The avalanche danger is CONSIDERABLE today above 1000′. After seeing multiple large human-triggered avalanches yesterday, there is no question that dangerous avalanche conditions exist. The snowpack has shown us it is capable of producing avalanches hundreds of feet wide, 2-3′ deep or deeper, and being triggered remotely from above, below and adjacent to a slope. We’ve seen people triggering avalanches after there are multiple sets of tracks on a slope. We all need to take a collective step back with our terrain choices, following the travel advice for considerable danger:  Cautious route finding and conservative decision making are essential.

The danger remains MODERATE below 1000′, where the snowpack structure is not quite as alarming. While traveling in the lower elevations be sure to travel one at a time in steep terrain, watching your partners from safe spots. Pay attention to clear signs of instability like cracking and collapsing, and dial back your terrain choices if you notice any of the above.

Placer/Skookum: We still have no information for this zone, which was opened to motorized use this week. With heavier snowfall in the most recent storms, these areas most likely have the potential to produce very large avalanches. Use extra caution while traveling in this zone, especially if you are trying to get up high. Don’t be afraid to let us know what you see if you get out here- you can use this form.

Special Announcements
  • Friends of the Chugach Avalanche Center have scholarships available for avalanche education.
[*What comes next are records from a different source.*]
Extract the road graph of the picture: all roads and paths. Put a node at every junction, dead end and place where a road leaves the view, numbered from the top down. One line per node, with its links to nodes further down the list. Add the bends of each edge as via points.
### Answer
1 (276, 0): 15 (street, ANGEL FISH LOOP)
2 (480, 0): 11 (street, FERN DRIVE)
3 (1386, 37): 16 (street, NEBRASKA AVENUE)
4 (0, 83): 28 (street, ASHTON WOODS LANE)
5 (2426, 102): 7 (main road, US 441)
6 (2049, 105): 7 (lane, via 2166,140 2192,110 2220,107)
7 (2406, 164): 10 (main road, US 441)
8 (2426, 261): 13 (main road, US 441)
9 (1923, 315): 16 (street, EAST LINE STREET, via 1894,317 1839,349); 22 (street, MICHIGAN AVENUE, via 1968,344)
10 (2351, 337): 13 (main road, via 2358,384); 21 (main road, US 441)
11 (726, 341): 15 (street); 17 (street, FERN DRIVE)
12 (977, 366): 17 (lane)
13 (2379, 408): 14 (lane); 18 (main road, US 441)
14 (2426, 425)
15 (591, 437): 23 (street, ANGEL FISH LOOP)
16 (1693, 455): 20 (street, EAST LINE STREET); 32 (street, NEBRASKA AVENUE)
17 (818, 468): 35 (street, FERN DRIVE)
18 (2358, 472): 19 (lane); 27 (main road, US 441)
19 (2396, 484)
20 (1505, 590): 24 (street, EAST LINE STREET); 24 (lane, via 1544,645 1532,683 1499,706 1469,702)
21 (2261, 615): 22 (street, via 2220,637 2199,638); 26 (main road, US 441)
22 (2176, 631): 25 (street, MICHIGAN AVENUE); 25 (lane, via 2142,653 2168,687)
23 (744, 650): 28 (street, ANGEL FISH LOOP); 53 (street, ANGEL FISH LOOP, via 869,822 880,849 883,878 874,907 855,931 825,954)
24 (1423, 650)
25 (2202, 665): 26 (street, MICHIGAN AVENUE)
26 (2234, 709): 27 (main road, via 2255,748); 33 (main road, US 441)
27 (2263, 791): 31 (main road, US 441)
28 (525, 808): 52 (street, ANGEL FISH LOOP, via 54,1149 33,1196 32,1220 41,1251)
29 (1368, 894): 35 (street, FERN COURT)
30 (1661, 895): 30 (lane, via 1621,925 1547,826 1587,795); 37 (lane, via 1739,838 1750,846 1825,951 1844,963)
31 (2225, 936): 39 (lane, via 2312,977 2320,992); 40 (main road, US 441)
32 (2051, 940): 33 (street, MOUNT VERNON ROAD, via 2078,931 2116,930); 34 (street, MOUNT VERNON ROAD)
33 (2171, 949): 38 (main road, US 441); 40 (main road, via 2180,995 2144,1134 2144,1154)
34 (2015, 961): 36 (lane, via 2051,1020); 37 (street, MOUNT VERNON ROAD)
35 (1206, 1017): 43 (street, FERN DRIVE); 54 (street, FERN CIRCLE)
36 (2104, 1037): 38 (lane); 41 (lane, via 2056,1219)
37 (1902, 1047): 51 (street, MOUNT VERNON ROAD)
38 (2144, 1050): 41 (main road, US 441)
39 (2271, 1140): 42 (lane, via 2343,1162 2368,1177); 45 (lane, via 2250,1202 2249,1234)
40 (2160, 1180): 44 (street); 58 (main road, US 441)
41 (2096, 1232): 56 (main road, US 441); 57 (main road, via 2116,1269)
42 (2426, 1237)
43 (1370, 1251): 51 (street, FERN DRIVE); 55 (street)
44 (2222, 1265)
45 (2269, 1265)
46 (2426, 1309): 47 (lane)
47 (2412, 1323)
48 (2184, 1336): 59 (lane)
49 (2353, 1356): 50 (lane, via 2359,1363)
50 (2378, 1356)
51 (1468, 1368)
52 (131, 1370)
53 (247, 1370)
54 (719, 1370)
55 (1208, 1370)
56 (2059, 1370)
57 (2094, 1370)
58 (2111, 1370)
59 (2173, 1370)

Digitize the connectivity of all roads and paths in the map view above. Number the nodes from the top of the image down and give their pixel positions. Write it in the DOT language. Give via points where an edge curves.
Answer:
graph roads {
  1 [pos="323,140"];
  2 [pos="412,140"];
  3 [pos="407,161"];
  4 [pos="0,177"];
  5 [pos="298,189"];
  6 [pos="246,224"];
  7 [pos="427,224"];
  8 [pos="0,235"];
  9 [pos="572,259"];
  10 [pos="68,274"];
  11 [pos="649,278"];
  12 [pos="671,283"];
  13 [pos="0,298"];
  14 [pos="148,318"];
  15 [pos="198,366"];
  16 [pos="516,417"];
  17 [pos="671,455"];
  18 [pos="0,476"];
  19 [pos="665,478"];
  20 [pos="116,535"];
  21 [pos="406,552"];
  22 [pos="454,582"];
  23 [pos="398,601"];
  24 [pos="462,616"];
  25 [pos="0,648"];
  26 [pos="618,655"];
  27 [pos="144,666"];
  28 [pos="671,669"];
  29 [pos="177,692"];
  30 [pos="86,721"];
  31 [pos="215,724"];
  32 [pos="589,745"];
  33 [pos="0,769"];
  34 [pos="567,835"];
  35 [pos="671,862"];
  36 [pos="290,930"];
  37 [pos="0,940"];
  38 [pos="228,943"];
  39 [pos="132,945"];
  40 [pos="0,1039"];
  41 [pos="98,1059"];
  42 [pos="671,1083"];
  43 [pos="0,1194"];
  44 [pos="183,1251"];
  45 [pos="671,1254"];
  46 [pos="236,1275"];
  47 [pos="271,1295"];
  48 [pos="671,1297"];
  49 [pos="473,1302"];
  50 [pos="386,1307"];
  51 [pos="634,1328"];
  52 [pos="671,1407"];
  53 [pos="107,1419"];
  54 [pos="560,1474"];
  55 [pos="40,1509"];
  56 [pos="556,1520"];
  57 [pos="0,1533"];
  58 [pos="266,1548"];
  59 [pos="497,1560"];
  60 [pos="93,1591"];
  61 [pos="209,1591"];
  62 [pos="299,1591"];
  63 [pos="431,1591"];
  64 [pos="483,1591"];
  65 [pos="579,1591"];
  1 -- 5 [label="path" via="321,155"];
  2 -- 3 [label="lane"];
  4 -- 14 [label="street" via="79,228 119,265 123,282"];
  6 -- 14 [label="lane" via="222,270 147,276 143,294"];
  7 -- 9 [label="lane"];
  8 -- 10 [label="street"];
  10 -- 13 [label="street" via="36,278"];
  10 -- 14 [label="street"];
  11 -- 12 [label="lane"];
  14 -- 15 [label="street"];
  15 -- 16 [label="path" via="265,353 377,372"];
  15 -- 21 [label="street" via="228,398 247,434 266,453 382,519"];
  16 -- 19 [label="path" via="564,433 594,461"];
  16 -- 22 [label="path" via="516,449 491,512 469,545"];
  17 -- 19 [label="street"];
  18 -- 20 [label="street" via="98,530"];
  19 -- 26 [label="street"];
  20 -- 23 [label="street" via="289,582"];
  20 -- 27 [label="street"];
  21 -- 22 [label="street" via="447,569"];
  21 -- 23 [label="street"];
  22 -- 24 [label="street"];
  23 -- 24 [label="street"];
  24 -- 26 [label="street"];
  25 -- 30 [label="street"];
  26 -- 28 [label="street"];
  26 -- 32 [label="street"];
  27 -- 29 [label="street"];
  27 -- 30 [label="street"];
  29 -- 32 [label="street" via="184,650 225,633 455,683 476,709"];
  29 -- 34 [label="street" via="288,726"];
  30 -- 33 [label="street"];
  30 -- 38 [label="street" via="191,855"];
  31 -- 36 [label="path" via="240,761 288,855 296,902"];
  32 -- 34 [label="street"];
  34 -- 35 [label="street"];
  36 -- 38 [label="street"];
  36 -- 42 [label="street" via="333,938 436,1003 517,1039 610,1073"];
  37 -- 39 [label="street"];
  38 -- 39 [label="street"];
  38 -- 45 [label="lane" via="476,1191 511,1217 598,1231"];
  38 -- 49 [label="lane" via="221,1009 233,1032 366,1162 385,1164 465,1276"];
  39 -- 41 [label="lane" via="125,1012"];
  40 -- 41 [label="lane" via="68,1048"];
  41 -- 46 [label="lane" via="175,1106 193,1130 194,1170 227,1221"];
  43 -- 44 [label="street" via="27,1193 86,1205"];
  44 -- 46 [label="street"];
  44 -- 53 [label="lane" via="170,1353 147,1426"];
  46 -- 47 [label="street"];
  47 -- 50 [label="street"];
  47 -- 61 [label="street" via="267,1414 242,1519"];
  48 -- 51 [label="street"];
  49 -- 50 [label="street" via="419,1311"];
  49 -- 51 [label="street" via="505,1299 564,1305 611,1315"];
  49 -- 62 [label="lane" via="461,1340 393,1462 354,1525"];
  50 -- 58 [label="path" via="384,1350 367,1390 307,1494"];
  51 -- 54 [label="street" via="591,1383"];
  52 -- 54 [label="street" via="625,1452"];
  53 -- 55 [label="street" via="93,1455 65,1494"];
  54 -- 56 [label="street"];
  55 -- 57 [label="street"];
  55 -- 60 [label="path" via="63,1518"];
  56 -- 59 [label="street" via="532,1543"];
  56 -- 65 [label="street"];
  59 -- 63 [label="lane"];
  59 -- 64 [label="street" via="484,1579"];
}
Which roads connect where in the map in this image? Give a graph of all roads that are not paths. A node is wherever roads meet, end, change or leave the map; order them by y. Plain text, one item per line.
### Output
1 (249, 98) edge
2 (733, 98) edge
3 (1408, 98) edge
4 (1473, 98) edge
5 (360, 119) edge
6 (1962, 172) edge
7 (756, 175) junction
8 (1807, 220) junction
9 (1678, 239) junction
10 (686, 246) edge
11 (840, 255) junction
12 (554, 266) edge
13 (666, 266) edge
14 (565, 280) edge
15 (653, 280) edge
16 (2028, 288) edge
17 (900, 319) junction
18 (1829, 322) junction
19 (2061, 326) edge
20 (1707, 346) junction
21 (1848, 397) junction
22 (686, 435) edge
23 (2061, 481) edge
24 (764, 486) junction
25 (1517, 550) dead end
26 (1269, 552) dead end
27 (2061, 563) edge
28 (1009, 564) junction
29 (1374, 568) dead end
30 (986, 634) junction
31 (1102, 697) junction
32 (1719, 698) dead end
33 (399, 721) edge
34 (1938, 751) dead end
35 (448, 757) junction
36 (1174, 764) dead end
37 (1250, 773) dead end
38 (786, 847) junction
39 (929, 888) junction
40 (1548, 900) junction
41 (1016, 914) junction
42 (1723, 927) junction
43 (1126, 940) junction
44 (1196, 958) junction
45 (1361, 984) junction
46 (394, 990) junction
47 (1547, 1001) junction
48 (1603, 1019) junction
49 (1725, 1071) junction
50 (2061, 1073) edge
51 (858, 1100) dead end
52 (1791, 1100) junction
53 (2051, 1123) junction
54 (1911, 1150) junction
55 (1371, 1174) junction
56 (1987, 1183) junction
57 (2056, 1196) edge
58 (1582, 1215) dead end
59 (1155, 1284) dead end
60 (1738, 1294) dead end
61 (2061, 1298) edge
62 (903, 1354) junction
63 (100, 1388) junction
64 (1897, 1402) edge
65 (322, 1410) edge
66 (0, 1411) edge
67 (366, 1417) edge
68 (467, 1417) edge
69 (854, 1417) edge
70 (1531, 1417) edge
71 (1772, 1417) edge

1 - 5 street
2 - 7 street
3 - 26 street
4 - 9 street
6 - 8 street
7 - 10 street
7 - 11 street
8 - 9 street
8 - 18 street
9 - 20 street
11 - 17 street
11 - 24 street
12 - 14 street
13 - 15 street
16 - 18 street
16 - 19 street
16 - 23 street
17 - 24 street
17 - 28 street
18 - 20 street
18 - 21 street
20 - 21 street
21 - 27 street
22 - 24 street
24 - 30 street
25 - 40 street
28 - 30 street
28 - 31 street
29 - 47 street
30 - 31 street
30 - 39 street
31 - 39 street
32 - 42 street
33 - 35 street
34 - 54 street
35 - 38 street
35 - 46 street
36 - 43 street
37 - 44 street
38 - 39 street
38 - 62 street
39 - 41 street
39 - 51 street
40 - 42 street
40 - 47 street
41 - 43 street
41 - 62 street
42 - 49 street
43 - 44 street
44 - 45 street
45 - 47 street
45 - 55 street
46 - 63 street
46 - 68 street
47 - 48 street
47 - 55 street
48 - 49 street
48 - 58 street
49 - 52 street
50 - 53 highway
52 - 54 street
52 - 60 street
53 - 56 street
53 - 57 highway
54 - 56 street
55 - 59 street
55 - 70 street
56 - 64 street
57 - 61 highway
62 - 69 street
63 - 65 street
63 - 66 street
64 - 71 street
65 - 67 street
Application deadline extended to December 15. See website for details on how to apply.
  • Chugach State Park: We’ve received multiple reports in the past few days of unstable conditions similar to what we have been seeing in Turnagain Pass and near Girdwood. This includes large collapses on a heavily traveled slope near Peak 3 and a remotely triggered avalanche near Eagle River. Use a little extra caution if you are getting out in these areas, and pay close attention for warning signs like shooting cracks and collapsing.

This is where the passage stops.